## DATA TO USE
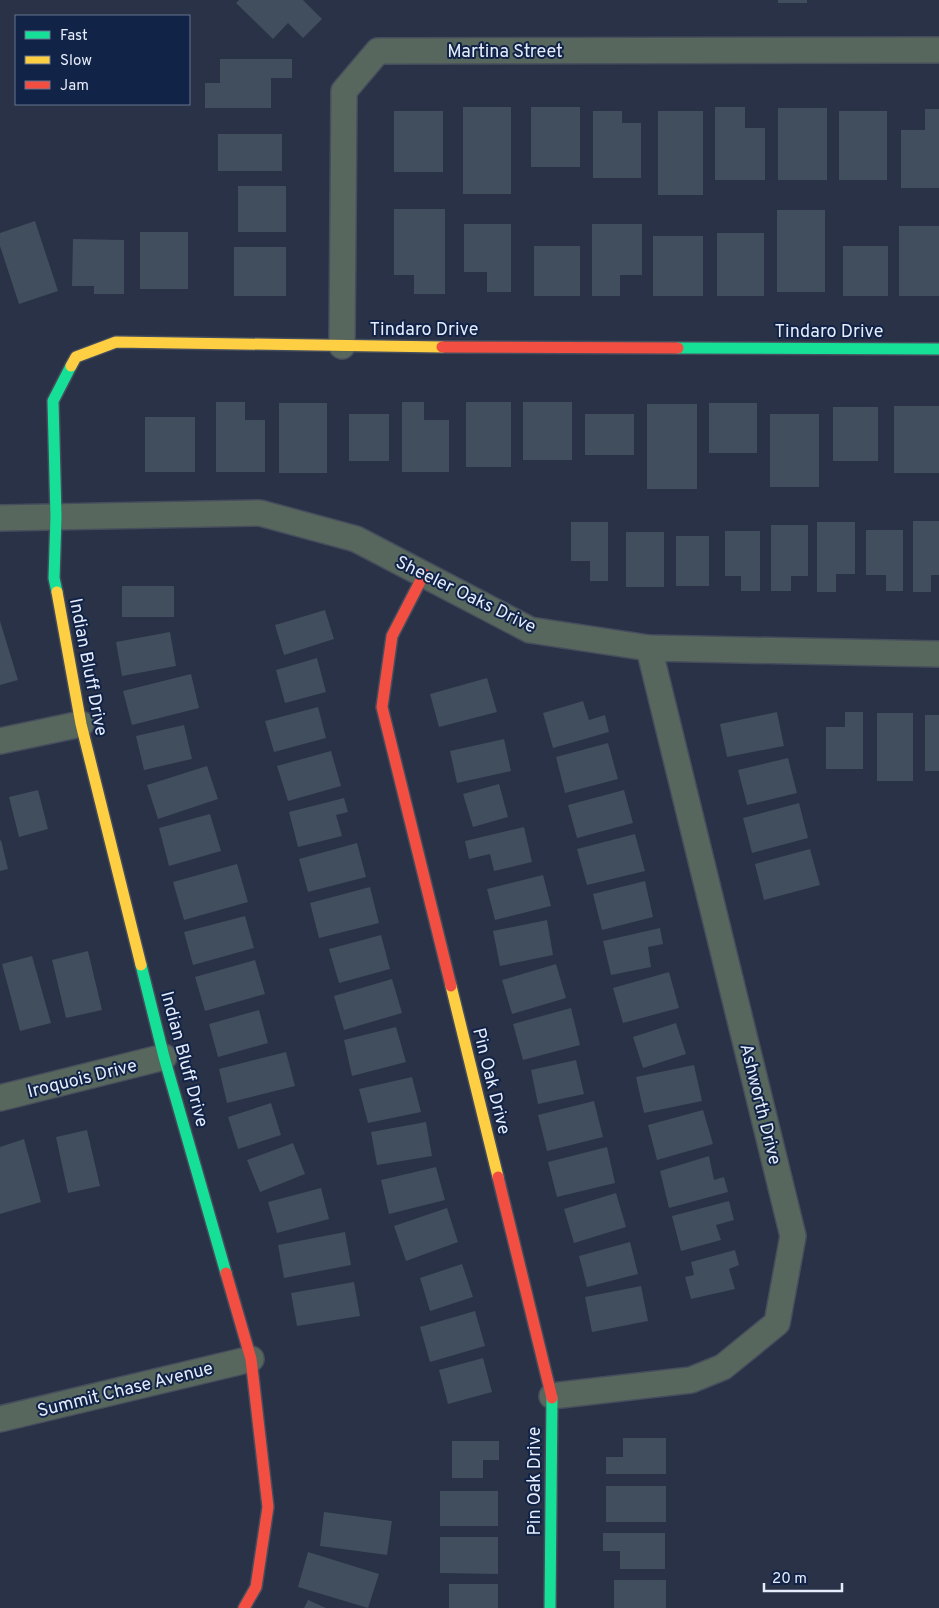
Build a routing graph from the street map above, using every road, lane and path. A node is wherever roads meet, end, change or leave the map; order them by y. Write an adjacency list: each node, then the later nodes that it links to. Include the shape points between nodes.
1 (939, 50): 2 (street, Martina Street, via 378,51 344,91)
2 (342, 346): 3 (street, Tindaro Drive); 4 (street, Tindaro Drive, via 116,342 76,357 53,401)
3 (939, 349)
4 (56, 517): 5 (street, Sheeler Oaks Drive); 6 (street, Sheeler Oaks Drive, via 260,513 356,539); 9 (street, Indian Bluff Drive, via 54,578)
5 (0, 518)
6 (424, 574): 7 (street, Sheeler Oaks Drive, via 530,630); 14 (street, Pin Oak Drive, via 392,636 382,707)
7 (649, 648): 8 (street, Sheeler Oaks Drive); 14 (street, Ashworth Drive, via 793,1236 777,1323 723,1367 691,1380)
8 (939, 654)
9 (82, 724): 10 (street); 11 (street, Indian Bluff Drive)
10 (0, 741)
11 (164, 1057): 12 (street, Iroquois Drive); 13 (street, Indian Bluff Drive)
12 (0, 1098)
13 (251, 1359): 15 (street, Summit Chase Avenue); 16 (street, Indian Bluff Drive, via 268,1507 256,1587)
14 (552, 1396): 17 (street, Pin Oak Drive)
15 (0, 1419)
16 (244, 1608)
17 (550, 1608)

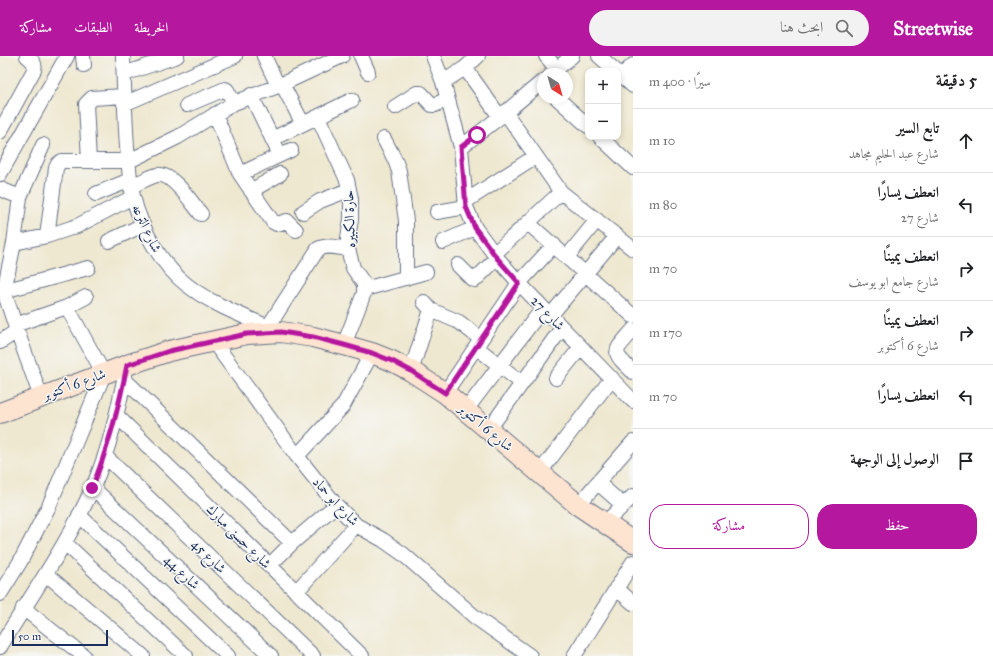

## ACTION ITEM
Each line above should be returned exactly as written, apart from any pictures.

## RESPONSE
Build a routing graph from the street map above, using every road, lane and path. A node is wherever roads meet, end, change or leave the map; order them by y. Write an adjacency list: each node, then the later nodes that it links to. Include the shape points between nodes.
1 (939, 50): 2 (street, Martina Street, via 378,51 344,91)
2 (342, 346): 3 (street, Tindaro Drive); 4 (street, Tindaro Drive, via 116,342 76,357 53,401)
3 (939, 349)
4 (56, 517): 5 (street, Sheeler Oaks Drive); 6 (street, Sheeler Oaks Drive, via 260,513 356,539); 9 (street, Indian Bluff Drive, via 54,578)
5 (0, 518)
6 (424, 574): 7 (street, Sheeler Oaks Drive, via 530,630); 14 (street, Pin Oak Drive, via 392,636 382,707)
7 (649, 648): 8 (street, Sheeler Oaks Drive); 14 (street, Ashworth Drive, via 793,1236 777,1323 723,1367 691,1380)
8 (939, 654)
9 (82, 724): 10 (street); 11 (street, Indian Bluff Drive)
10 (0, 741)
11 (164, 1057): 12 (street, Iroquois Drive); 13 (street, Indian Bluff Drive)
12 (0, 1098)
13 (251, 1359): 15 (street, Summit Chase Avenue); 16 (street, Indian Bluff Drive, via 268,1507 256,1587)
14 (552, 1396): 17 (street, Pin Oak Drive)
15 (0, 1419)
16 (244, 1608)
17 (550, 1608)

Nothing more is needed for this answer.